INPUT RECORDS Start Marker

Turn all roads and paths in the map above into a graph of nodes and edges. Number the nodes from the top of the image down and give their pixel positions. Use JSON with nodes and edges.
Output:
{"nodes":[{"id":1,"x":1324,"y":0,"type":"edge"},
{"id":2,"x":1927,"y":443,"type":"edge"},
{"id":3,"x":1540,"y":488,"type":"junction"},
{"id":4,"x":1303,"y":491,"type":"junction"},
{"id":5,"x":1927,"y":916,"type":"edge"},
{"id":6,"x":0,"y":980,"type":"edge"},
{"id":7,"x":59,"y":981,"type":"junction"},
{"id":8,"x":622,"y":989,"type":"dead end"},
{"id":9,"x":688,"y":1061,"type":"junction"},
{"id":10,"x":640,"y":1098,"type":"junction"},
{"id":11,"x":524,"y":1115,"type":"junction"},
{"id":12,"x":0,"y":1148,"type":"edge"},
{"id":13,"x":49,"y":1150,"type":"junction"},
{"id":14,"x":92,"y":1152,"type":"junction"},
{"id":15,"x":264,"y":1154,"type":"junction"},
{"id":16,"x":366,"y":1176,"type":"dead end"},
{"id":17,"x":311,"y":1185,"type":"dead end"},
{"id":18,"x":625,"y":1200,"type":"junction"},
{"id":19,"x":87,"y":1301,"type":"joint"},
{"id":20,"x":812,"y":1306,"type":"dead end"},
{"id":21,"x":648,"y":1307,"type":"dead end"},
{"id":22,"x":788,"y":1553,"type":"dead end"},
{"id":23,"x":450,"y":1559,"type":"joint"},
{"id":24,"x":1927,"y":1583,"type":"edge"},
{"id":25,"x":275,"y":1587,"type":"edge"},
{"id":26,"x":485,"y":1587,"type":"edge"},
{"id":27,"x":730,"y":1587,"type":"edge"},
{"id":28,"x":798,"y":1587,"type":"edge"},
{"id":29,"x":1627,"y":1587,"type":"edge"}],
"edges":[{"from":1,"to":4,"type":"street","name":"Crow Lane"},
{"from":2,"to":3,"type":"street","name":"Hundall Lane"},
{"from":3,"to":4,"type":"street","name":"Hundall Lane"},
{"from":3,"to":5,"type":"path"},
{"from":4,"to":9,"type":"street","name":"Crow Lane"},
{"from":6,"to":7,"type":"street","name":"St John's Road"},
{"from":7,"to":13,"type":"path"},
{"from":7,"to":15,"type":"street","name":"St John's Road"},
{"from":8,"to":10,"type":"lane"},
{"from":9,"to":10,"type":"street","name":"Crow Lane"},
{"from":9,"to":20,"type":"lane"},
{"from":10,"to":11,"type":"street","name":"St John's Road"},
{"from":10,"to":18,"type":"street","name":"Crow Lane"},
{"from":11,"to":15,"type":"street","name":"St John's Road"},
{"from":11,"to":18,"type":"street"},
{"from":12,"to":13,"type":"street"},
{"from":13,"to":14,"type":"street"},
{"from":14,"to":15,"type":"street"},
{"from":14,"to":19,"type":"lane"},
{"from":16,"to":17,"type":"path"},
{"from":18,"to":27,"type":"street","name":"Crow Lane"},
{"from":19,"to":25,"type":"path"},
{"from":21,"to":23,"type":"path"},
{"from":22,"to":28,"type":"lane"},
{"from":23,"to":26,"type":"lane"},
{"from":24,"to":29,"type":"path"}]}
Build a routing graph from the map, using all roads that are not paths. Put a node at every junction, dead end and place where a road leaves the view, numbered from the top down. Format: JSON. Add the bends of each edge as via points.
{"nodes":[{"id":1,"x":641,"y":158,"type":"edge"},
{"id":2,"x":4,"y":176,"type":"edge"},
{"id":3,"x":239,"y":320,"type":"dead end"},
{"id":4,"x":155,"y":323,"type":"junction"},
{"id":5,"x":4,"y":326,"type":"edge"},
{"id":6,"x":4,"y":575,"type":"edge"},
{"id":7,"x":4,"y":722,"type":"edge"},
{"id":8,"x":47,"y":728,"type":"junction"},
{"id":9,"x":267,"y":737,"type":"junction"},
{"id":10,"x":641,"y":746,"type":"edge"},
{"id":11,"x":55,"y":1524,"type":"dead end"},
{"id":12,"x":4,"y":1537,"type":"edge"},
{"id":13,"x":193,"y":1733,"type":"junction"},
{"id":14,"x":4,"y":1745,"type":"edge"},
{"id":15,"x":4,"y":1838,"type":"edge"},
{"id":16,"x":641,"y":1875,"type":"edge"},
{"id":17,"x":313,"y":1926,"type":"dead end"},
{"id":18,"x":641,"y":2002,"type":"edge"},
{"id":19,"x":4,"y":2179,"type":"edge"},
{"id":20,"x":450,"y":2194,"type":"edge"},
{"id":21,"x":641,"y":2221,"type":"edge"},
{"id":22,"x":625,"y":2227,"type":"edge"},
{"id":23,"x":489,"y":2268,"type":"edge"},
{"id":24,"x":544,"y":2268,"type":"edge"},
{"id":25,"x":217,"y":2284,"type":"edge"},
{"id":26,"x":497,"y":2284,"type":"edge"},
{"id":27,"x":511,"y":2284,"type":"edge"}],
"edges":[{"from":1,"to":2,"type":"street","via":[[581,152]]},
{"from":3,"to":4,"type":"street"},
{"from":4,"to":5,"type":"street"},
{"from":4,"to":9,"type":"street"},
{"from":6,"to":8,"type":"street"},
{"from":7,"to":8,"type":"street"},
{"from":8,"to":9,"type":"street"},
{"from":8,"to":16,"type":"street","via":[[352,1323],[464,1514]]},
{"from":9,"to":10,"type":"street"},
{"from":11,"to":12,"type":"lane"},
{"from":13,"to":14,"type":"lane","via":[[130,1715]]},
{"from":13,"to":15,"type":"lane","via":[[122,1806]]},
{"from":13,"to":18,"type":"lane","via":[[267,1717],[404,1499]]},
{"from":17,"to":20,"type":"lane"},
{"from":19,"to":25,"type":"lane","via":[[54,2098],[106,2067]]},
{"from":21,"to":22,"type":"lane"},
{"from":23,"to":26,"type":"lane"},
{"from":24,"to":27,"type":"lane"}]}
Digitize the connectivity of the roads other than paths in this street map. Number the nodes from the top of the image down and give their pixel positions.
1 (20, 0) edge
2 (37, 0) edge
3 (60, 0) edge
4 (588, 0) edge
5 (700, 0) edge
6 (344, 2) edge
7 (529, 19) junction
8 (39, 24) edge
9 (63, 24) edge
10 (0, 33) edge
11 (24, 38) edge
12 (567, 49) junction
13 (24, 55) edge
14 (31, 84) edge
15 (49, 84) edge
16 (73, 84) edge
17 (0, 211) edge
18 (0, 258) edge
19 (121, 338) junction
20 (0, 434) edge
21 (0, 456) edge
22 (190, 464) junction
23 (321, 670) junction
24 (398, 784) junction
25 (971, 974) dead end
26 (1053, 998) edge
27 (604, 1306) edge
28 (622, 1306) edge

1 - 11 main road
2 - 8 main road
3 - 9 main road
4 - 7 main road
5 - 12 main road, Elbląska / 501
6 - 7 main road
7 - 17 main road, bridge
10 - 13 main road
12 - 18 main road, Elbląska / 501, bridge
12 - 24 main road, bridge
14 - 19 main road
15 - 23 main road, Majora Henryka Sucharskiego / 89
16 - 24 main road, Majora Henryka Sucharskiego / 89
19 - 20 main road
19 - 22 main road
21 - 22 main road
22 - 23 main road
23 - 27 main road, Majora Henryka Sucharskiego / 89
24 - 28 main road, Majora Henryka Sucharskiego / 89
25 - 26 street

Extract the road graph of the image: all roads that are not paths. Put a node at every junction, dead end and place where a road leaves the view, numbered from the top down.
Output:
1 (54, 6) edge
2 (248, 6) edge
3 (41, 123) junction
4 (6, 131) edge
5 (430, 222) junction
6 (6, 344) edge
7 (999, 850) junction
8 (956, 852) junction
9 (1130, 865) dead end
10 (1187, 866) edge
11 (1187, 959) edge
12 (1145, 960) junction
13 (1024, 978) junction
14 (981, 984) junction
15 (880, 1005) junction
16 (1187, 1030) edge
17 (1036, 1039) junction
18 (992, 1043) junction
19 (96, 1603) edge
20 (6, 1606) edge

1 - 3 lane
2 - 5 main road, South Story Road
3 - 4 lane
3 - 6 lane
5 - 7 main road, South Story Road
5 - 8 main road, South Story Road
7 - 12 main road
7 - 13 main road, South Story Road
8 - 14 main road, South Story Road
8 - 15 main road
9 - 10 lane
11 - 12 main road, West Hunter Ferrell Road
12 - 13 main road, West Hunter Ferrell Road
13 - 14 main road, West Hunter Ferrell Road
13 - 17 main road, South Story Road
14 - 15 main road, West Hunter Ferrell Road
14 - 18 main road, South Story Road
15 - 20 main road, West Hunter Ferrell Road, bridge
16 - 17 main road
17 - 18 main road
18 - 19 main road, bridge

INPUT RECORDS End Marker

WHAT IS BEING ASKED: Every line from the one containing "Extract the road" to the close of the records must be reproduced exactly. Include both ends and nothing more.

TASK ANSWER:
Extract the road graph of the image: all roads that are not paths. Put a node at every junction, dead end and place where a road leaves the view, numbered from the top down.
Output:
1 (54, 6) edge
2 (248, 6) edge
3 (41, 123) junction
4 (6, 131) edge
5 (430, 222) junction
6 (6, 344) edge
7 (999, 850) junction
8 (956, 852) junction
9 (1130, 865) dead end
10 (1187, 866) edge
11 (1187, 959) edge
12 (1145, 960) junction
13 (1024, 978) junction
14 (981, 984) junction
15 (880, 1005) junction
16 (1187, 1030) edge
17 (1036, 1039) junction
18 (992, 1043) junction
19 (96, 1603) edge
20 (6, 1606) edge

1 - 3 lane
2 - 5 main road, South Story Road
3 - 4 lane
3 - 6 lane
5 - 7 main road, South Story Road
5 - 8 main road, South Story Road
7 - 12 main road
7 - 13 main road, South Story Road
8 - 14 main road, South Story Road
8 - 15 main road
9 - 10 lane
11 - 12 main road, West Hunter Ferrell Road
12 - 13 main road, West Hunter Ferrell Road
13 - 14 main road, West Hunter Ferrell Road
13 - 17 main road, South Story Road
14 - 15 main road, West Hunter Ferrell Road
14 - 18 main road, South Story Road
15 - 20 main road, West Hunter Ferrell Road, bridge
16 - 17 main road
17 - 18 main road
18 - 19 main road, bridge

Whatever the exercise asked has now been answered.